Lesion segmentation with Deep Learning: DAGMNet implementation details

3D DAGMNet architecture

The architecture of our proposed 3D DAGMNet, depicted in Fig. 2, is equipped with intraskip connections as UNet3+[24], fused multiscale contextual information block, deep supervision, L1 regularization on final predicts, dual attention gate (DAG)[25-27], self-normalized activation (SeLU)[41], and batch normalization. The details of the important components and training techniques/parameters are outlined in the following subsections.
Fig. 2

Our proposed model for lesion detection and segmentation.

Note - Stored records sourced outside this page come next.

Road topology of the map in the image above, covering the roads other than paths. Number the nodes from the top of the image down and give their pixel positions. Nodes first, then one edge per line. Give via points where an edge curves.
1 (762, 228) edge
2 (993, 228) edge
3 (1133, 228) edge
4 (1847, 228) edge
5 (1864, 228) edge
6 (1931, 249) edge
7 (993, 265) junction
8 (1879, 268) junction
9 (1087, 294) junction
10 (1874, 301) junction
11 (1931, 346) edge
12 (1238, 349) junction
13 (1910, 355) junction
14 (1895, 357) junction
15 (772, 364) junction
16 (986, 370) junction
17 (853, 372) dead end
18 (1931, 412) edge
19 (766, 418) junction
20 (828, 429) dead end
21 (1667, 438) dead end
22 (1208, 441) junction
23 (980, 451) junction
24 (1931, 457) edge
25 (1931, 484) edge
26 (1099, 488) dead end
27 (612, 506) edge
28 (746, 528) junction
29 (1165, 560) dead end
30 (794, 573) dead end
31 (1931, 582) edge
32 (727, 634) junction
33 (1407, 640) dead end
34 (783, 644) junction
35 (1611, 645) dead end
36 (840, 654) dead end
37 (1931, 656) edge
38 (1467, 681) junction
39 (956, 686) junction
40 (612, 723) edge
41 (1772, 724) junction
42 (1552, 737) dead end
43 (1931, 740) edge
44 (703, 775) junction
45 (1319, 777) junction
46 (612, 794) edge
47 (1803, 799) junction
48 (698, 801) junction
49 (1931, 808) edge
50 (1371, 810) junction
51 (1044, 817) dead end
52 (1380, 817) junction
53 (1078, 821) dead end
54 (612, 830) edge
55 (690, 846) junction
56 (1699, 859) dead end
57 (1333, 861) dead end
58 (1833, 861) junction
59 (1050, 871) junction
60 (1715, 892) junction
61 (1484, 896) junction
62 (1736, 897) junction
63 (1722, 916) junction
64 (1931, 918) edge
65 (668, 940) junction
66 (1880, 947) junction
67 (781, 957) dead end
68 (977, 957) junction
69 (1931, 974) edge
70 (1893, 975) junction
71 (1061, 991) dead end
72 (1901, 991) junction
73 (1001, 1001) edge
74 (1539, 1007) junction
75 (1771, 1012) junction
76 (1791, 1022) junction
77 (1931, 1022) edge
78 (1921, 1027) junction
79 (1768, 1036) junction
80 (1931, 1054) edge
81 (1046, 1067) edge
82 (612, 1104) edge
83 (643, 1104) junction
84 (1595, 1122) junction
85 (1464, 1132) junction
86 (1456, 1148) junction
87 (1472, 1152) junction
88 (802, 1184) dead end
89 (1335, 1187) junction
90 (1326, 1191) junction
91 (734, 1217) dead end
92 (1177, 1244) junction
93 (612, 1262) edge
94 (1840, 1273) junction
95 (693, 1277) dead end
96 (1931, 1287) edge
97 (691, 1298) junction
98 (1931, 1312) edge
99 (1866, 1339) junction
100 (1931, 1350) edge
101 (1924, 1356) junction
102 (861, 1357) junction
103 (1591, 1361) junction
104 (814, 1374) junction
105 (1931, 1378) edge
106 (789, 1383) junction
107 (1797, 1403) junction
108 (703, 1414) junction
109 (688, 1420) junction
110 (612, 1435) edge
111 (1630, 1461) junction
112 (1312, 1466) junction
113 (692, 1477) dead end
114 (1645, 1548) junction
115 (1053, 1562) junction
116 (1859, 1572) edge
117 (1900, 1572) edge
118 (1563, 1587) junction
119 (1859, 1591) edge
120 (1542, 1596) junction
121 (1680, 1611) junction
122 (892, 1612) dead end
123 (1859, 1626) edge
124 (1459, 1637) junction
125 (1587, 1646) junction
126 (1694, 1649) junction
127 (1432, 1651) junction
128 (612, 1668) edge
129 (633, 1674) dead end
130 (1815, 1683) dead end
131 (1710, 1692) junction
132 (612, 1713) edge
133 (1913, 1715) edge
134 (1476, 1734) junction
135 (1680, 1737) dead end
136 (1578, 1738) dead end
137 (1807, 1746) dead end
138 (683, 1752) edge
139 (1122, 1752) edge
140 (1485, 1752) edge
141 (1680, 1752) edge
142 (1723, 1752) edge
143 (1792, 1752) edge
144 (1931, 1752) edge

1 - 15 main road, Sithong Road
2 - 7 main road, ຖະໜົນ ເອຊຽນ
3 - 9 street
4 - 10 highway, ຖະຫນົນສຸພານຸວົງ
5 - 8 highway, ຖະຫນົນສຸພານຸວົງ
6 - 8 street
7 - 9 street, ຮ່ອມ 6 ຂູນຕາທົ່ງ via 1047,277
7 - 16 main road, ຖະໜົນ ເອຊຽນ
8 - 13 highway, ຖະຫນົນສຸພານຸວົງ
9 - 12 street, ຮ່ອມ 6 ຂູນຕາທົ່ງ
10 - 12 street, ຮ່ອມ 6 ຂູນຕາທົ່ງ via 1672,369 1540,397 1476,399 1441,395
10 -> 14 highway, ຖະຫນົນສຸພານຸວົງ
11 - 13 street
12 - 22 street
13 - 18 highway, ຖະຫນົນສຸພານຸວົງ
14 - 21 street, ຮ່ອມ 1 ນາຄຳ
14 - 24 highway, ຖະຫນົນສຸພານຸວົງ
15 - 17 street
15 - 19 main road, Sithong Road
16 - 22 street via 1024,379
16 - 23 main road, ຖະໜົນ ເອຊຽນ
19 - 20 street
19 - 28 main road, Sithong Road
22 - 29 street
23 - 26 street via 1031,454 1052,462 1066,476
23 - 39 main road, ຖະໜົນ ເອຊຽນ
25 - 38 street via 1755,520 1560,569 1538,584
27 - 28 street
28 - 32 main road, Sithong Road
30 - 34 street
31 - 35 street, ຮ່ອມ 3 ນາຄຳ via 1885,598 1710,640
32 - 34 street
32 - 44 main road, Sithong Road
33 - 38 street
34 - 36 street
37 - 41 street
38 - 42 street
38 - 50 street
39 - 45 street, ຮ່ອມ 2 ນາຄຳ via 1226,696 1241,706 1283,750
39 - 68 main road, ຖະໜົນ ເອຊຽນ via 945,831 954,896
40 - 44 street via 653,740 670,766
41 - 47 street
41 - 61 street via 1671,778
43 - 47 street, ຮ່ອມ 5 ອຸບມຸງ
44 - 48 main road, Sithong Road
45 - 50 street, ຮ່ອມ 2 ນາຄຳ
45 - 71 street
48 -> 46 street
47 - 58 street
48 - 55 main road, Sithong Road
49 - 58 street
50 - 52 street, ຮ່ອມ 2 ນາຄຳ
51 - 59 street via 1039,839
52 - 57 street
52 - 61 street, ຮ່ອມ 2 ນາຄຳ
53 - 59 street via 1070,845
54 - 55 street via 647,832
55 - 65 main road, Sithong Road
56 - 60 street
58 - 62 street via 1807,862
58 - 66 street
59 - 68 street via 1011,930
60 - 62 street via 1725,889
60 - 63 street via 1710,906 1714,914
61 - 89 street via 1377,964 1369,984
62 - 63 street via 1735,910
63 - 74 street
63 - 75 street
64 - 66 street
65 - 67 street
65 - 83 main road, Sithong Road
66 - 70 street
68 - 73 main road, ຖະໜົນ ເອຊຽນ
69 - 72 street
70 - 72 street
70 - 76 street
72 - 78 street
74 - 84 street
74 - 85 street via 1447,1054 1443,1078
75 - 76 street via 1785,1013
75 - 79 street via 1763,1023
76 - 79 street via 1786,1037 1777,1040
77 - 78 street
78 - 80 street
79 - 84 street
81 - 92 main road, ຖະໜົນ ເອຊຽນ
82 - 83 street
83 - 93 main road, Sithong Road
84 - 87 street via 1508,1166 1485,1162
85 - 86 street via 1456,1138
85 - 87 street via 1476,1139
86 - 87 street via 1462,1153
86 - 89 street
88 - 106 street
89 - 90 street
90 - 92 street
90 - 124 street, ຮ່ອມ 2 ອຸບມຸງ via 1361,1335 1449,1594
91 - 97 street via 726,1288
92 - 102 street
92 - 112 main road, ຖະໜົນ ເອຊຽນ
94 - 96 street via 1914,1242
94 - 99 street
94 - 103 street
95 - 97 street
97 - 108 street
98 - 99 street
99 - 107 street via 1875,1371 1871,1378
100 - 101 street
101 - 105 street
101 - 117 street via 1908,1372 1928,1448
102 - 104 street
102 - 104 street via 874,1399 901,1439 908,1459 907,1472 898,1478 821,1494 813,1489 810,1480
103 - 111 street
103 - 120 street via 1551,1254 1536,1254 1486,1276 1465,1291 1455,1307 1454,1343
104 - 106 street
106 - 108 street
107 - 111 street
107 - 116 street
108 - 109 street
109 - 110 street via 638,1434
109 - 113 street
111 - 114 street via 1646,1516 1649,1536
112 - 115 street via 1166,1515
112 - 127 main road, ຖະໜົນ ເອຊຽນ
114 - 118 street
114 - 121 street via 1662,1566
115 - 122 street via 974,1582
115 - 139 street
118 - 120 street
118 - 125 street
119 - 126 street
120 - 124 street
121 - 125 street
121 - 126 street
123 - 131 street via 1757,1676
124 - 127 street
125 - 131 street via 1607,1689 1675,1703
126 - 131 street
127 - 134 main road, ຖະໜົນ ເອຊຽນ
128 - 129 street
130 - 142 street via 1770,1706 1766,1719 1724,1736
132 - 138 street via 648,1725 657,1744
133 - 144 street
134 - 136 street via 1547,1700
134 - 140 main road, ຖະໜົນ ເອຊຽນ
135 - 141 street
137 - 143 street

a The architecture of the DAGMNet. In DAG, sAG stands for spatial attention gate and cAG stands for channel attention gate. “N" denotes the number features (N = 32 for our final deployed DAGMNet). b Flowchart of the input image’s dimension for training networks and flowchart of the lesion predict’s dimension for inferencing networks in IP-MNI (high-resolution) space.

Our proposed model for lesion detection and segmentation.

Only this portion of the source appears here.